Latest revision as of 17:20, 24 October 2018

Tokenization, the purpose of the StringTokenizer class, locates tokens (substrings of interest) in an input string (which can be set using the class's String property). The StringTokenizer is flexible, powerful, and easy to use.

There are two modes of tokenization, "Spaces tokenization" (the default, in which sequences of Spaces characters are delimiters) and "Separators tokenization" (obtained when the Separators property is the non-null string, and in which individual Separators characters are each delimiters).

Probably the most common use of tokenization is the simplest one: locating blank-delimited "words" within a string, as shown in the following example using Spaces tokenization:

Begin %tok is object stringTokenizer %tok = New %tok:string = 'Some infinities are bigger than other infinities.' repeat while not %tok:atEnd printText {%tok:nextToken} end repeat end

The result of the above is:

Some infinities are bigger than other infinities.

You can even avoid the call to New by using the StringTokenizer function:

begin %tok is object stringTokenizer %tok = 'Some infinities are bigger than other infinities.':stringTokenizer repeat while not %tok:atEnd printText {%tok:nextToken} end repeat end

Separators tokenization uses characters in the Separators property to delimit items in a list; for example, a "Comma Separated List" (CSV), as shown in this example:

%tok Is Object StringTokenizer %item is string len 20 %tok = 'A man, a plan, a canal':StringTokenizer %tok:Separators = ',' Repeat While Not %tok:AtEnd %item = %tok:NextToken Print 'Item:' And %item End repeat

The result of the above fragment is:

Item: A man Item: a plan Item: a canal

The Separators property, and hence the Separators tokenization mode, was introduced in Sirius Mods version 7.8.

The two examples above should provide a basis for many applications of tokenization. For more advanced applications, those examples, and the examples in the sections shown in the following list, should provide you with enough information to attack almost all tokenization problems:

The remainder of this page discusses methods that are used for processing tokens "left to right" or "start to end," which covers probably all but the most unusual tokenization needs; see below for other StringTokenizer features.

Some of the methods described on this page were introduced as recently as version 7.8 of the Sirius Mods.
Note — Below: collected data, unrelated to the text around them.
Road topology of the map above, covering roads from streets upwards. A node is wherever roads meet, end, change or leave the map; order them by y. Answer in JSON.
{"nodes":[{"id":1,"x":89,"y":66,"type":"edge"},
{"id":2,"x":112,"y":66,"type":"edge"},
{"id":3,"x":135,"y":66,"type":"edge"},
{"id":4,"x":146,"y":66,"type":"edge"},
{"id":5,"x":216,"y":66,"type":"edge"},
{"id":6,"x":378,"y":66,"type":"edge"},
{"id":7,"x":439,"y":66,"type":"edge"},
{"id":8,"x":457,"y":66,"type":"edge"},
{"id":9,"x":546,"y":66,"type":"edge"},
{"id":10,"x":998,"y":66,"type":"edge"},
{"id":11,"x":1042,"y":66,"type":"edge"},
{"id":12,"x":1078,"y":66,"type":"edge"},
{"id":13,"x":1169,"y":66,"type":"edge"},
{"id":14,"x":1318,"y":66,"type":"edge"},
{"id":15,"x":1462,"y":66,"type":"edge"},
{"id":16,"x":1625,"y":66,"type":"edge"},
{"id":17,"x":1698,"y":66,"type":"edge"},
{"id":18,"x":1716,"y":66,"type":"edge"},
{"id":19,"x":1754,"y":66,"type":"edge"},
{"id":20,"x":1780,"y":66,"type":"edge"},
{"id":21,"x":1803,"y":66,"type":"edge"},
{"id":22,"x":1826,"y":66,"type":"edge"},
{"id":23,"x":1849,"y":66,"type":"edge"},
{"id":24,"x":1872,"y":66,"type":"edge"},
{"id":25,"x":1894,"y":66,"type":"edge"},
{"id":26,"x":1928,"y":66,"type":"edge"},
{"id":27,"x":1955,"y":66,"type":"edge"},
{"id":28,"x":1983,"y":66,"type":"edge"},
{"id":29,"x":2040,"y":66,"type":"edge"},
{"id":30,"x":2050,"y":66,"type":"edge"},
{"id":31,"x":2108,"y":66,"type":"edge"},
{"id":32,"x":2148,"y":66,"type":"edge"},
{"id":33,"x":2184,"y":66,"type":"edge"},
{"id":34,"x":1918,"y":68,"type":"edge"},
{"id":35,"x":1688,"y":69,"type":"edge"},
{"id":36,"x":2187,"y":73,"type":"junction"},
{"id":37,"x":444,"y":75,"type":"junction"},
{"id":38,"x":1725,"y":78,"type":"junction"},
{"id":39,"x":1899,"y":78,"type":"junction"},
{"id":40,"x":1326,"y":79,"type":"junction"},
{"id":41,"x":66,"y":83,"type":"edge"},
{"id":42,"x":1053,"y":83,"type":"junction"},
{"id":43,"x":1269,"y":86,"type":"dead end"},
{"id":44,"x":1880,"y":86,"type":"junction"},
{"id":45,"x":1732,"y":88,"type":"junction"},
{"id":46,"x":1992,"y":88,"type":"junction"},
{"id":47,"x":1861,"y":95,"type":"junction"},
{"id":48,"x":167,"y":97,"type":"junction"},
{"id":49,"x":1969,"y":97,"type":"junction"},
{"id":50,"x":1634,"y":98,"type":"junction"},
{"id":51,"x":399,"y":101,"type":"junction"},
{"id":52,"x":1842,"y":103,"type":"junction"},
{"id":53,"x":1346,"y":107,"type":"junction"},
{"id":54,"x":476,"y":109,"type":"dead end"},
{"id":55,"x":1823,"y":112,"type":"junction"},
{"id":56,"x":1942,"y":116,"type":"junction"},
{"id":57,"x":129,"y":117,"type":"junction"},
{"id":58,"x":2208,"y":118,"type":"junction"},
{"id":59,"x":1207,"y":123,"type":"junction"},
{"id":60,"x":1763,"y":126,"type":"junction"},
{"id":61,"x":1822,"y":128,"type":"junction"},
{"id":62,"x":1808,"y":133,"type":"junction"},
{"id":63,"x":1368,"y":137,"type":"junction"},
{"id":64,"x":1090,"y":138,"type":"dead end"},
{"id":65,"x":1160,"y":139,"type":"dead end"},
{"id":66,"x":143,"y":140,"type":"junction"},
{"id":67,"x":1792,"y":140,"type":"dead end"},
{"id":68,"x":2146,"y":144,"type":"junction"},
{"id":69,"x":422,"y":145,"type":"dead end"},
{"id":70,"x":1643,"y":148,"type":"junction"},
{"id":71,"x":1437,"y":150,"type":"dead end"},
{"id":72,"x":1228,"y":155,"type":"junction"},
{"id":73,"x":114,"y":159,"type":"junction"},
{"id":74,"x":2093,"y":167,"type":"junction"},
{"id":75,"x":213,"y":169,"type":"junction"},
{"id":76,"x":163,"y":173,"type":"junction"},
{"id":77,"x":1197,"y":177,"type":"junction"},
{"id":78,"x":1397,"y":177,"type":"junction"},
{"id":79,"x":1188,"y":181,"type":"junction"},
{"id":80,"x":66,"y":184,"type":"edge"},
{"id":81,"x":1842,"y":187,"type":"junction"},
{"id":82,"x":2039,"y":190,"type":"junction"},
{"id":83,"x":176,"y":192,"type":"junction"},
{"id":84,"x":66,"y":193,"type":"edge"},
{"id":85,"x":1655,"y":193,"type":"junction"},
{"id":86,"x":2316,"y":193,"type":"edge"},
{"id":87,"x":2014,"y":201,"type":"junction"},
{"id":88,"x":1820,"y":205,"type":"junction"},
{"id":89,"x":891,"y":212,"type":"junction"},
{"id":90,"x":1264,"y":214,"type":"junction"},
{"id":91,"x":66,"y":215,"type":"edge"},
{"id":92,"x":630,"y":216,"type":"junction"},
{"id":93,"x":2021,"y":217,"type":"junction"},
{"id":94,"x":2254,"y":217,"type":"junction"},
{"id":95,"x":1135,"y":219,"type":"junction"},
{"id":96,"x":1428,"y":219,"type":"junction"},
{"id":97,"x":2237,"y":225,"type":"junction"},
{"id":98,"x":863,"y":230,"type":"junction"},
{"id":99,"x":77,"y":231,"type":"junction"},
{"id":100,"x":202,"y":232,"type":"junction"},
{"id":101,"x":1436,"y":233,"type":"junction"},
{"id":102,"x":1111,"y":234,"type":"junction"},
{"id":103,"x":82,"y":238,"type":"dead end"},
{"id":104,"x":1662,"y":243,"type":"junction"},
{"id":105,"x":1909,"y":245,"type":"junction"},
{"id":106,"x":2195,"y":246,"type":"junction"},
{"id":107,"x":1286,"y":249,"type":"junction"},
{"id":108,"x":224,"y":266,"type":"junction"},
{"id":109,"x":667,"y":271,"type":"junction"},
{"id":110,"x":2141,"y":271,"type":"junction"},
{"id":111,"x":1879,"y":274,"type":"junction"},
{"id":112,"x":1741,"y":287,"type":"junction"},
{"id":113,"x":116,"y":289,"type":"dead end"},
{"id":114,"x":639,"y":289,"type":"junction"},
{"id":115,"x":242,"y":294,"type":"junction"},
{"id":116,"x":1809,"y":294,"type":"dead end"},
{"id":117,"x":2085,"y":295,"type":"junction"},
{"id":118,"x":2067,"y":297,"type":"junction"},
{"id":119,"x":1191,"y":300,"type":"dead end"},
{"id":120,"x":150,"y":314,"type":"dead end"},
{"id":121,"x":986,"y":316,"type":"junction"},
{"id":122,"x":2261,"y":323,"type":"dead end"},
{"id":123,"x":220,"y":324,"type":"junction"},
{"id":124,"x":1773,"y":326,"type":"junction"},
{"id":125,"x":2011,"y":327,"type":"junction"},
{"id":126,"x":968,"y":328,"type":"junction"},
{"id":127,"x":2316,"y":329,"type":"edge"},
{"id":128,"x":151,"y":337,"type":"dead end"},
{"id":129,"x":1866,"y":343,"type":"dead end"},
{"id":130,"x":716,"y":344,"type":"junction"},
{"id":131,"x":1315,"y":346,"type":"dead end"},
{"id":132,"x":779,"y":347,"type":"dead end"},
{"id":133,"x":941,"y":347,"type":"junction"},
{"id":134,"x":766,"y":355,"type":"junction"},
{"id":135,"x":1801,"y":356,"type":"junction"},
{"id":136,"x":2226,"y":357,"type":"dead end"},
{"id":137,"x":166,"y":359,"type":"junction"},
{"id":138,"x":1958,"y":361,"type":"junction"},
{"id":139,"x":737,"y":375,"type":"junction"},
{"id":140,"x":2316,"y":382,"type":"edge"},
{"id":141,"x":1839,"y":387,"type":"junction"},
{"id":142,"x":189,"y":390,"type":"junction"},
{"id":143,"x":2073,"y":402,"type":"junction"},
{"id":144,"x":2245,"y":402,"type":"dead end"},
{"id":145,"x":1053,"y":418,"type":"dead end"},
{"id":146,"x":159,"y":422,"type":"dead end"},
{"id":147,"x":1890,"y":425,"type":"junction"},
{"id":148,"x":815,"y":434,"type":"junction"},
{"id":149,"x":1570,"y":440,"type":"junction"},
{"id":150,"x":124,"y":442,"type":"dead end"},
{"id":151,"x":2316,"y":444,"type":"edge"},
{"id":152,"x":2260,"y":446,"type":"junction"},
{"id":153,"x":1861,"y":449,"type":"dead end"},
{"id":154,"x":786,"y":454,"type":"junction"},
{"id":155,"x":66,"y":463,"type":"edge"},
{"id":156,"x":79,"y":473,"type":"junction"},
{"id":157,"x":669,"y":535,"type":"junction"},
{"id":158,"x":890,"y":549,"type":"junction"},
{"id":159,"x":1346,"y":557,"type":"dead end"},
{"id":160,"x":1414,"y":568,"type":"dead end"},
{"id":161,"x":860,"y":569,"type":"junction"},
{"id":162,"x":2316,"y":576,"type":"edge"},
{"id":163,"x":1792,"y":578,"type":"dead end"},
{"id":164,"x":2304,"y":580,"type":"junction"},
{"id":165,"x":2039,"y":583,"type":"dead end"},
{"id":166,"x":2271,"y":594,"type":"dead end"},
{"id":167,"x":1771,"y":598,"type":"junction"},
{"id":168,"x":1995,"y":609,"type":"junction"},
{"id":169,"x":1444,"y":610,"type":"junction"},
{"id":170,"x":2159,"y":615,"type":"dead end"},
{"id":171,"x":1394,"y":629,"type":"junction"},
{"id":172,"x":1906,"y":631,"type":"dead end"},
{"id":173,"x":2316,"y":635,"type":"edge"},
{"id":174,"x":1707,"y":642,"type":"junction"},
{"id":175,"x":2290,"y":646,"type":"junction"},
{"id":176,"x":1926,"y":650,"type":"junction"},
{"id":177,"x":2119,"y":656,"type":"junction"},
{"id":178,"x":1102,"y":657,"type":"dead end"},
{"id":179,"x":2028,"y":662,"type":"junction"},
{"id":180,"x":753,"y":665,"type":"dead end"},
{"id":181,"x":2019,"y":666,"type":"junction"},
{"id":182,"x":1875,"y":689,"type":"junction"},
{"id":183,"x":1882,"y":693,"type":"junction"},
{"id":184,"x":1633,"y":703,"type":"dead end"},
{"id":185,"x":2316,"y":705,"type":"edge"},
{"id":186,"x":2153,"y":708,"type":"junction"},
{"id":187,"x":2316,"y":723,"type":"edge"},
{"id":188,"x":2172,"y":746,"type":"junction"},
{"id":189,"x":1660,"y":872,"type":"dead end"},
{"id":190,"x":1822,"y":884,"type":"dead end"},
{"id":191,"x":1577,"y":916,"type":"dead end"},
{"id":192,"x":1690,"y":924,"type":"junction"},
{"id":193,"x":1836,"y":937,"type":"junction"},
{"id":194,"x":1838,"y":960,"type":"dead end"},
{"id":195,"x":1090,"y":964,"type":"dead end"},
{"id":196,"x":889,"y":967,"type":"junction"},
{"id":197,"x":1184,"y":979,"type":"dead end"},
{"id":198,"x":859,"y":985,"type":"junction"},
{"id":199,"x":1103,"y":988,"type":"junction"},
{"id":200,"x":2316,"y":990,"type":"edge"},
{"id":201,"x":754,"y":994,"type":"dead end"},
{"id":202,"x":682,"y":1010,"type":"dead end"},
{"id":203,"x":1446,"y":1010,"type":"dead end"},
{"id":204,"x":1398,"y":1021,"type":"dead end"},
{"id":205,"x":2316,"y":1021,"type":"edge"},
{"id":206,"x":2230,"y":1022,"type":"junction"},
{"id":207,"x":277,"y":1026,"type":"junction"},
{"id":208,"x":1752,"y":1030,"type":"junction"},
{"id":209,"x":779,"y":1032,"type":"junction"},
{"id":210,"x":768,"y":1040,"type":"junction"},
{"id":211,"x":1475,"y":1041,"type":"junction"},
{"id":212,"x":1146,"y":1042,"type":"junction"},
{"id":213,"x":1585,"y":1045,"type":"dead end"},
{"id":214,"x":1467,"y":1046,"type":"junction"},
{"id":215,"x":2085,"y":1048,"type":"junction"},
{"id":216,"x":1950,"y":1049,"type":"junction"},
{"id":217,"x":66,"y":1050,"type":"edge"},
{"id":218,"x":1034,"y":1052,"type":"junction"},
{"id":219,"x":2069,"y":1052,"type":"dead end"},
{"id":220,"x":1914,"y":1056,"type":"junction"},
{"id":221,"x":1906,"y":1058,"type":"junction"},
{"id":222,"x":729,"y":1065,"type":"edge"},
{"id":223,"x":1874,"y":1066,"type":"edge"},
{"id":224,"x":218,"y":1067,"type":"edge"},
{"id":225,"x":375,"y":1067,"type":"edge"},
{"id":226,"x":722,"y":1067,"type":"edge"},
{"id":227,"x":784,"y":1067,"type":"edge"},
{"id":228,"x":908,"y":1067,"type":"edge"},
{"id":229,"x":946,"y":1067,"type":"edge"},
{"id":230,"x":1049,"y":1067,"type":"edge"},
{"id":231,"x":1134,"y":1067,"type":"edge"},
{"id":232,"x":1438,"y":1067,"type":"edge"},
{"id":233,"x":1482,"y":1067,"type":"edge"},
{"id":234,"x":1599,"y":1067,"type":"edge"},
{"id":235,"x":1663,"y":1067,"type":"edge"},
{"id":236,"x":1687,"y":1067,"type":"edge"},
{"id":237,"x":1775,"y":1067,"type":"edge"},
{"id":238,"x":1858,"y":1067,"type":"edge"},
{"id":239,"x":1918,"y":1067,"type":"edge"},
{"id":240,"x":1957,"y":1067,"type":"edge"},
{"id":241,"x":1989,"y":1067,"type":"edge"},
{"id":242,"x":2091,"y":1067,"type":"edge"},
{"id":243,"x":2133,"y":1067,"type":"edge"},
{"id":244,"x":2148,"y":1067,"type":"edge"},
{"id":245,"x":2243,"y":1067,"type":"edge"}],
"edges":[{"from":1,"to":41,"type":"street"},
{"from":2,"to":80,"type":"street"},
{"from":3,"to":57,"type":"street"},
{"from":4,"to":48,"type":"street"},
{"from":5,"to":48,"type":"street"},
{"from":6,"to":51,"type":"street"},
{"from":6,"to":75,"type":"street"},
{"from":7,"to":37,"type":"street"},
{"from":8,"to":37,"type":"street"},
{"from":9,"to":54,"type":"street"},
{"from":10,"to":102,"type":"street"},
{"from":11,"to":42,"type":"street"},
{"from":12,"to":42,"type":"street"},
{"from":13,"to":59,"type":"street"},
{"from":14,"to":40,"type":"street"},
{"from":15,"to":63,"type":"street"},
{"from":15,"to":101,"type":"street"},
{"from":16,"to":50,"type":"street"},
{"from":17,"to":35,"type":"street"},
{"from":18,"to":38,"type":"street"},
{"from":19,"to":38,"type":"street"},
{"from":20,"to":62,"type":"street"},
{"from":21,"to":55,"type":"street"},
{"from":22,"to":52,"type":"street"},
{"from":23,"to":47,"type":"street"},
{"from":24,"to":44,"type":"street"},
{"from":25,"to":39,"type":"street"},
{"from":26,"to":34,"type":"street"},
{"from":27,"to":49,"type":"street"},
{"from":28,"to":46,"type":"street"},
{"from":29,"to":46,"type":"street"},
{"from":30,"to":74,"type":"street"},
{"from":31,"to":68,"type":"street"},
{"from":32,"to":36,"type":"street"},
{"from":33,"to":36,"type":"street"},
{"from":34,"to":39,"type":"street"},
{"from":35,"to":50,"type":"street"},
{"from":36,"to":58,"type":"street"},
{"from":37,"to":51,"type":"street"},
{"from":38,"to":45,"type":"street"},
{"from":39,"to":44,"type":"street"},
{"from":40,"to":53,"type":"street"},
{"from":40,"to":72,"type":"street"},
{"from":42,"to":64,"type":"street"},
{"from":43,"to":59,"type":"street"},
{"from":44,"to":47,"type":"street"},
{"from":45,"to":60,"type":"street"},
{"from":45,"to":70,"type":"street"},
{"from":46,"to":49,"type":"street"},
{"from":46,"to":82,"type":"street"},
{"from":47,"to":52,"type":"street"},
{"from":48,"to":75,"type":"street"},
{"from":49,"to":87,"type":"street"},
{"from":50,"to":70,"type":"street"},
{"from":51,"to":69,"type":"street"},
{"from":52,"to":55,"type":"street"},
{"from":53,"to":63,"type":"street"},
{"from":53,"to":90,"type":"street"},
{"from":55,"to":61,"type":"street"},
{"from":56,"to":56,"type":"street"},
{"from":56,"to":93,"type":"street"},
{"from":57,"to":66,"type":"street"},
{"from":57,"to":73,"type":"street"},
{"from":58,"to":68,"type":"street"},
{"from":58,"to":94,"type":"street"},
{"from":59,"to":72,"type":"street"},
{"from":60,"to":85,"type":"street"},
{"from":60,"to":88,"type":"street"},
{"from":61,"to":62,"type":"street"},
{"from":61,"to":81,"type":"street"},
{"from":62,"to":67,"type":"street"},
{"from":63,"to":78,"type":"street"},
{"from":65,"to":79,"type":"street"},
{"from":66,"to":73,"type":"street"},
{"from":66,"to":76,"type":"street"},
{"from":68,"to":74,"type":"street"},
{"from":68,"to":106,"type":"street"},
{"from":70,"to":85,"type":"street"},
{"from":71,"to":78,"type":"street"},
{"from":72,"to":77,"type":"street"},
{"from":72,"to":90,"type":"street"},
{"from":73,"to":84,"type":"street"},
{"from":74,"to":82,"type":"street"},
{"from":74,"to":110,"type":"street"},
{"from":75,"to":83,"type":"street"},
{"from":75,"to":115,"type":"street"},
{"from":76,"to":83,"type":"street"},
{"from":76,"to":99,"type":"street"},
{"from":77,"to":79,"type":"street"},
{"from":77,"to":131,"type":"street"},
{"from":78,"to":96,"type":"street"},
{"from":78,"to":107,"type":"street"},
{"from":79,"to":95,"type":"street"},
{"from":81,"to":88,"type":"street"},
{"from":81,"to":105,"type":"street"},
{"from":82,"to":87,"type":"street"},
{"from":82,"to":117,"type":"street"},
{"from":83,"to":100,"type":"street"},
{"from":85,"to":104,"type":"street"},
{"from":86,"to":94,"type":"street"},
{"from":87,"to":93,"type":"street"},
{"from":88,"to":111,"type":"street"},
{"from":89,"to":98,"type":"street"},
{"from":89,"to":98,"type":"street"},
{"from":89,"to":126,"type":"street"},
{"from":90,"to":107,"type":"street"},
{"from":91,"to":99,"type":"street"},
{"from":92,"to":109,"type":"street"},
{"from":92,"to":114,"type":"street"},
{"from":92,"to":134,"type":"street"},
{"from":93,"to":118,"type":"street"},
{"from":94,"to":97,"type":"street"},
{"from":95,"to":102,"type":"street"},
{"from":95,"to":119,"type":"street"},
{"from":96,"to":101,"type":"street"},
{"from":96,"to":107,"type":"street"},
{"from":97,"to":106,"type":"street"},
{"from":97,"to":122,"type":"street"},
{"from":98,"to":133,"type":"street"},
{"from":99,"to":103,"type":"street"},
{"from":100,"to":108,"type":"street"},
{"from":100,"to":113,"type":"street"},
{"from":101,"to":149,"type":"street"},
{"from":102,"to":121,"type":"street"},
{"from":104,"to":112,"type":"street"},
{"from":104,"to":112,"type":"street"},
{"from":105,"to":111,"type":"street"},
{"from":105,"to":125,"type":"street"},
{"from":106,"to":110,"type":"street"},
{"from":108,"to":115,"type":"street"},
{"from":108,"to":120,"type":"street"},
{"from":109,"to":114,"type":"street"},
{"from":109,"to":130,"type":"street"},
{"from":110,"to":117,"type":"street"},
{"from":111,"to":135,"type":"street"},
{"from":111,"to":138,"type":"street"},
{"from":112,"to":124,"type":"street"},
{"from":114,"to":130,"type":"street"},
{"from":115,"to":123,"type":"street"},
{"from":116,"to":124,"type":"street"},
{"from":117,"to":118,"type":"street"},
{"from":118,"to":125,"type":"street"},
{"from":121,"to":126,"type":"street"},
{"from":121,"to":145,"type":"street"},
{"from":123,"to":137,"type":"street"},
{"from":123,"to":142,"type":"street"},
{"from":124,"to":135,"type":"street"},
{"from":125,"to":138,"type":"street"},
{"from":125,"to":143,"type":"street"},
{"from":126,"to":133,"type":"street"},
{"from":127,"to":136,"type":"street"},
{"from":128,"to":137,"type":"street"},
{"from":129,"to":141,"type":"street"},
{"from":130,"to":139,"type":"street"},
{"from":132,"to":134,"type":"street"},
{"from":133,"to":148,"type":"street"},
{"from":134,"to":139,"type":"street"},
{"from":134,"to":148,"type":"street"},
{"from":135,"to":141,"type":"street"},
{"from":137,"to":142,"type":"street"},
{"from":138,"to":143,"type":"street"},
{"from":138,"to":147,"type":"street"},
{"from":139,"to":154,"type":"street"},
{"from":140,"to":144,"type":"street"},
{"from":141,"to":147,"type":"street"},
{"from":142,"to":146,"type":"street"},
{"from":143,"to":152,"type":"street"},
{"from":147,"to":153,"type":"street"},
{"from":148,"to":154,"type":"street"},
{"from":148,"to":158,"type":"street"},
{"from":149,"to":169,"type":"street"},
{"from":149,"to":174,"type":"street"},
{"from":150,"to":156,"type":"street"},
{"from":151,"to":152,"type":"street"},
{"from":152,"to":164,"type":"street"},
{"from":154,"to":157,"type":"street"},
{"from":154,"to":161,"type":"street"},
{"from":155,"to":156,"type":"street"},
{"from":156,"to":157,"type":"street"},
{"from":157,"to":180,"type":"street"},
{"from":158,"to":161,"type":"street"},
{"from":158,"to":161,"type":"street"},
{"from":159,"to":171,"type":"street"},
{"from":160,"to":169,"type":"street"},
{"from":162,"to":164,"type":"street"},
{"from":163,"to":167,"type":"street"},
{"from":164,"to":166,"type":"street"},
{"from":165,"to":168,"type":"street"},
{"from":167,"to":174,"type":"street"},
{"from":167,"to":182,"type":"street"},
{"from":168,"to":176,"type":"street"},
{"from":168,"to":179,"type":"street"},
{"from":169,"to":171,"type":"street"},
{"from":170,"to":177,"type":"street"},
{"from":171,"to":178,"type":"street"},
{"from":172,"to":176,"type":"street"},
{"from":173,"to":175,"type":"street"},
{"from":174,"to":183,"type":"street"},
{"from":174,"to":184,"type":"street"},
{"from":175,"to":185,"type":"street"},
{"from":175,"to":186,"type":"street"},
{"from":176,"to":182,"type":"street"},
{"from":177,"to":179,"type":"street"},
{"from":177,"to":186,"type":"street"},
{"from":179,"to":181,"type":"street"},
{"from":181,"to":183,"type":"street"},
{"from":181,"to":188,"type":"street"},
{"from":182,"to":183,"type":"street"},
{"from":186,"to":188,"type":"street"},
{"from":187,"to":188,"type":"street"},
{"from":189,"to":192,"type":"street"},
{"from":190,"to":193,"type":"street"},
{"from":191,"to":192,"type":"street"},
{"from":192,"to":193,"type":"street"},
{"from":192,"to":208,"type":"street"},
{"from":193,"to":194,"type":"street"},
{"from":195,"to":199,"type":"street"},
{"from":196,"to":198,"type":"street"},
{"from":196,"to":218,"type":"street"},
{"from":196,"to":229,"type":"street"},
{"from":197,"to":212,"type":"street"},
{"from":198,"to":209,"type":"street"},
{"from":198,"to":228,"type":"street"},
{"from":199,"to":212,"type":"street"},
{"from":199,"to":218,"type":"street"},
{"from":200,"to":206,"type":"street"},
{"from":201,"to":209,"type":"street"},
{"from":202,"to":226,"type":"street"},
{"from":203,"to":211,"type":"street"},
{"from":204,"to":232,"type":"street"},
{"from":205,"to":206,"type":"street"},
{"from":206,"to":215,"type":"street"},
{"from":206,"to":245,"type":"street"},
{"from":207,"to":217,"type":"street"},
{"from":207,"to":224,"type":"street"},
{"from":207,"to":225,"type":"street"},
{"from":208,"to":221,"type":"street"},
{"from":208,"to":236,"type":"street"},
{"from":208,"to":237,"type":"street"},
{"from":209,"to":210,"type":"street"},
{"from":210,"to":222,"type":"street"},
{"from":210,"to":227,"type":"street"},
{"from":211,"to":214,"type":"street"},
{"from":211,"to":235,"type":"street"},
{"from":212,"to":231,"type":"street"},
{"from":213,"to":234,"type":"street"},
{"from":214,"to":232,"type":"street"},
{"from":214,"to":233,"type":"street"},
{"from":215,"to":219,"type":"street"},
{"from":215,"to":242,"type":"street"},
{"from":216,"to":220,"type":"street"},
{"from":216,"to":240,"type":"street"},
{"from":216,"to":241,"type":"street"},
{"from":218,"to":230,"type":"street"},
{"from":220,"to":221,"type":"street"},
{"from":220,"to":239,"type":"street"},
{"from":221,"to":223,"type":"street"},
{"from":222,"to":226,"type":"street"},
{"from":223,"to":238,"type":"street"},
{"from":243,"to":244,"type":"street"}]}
The tokenization methods with their descriptions, or with their syntax forms, can be found respectively at:

The StringTokenizer class is new as of Sirius Mods version 7.3.

Tokenization controls

Tokenization divides the String property's value into a sequence of disjoint token strings and delimiter strings (note that two token strings can be adjacent without an intervening delimiter string). This process is controlled by the following properties, which are explained in forthcoming sections:

  • FoldDoubledQuotes — default: False
  • Quotes — default: null string
  • QuotesBreak — default: True
  • Separators — default: null string
  • Spaces — default: string of one blank (' ')
    Note that the first character in the string is used as the replacement character if the CompressSpaces property is True.
  • TokenChars — default: null string

Each string-valued property in the above list can have a value of zero, one, or more characters, defining a set of characters which perform the associated function in scanning. The sets are disjoint; that is, no character may be a member of more than one set.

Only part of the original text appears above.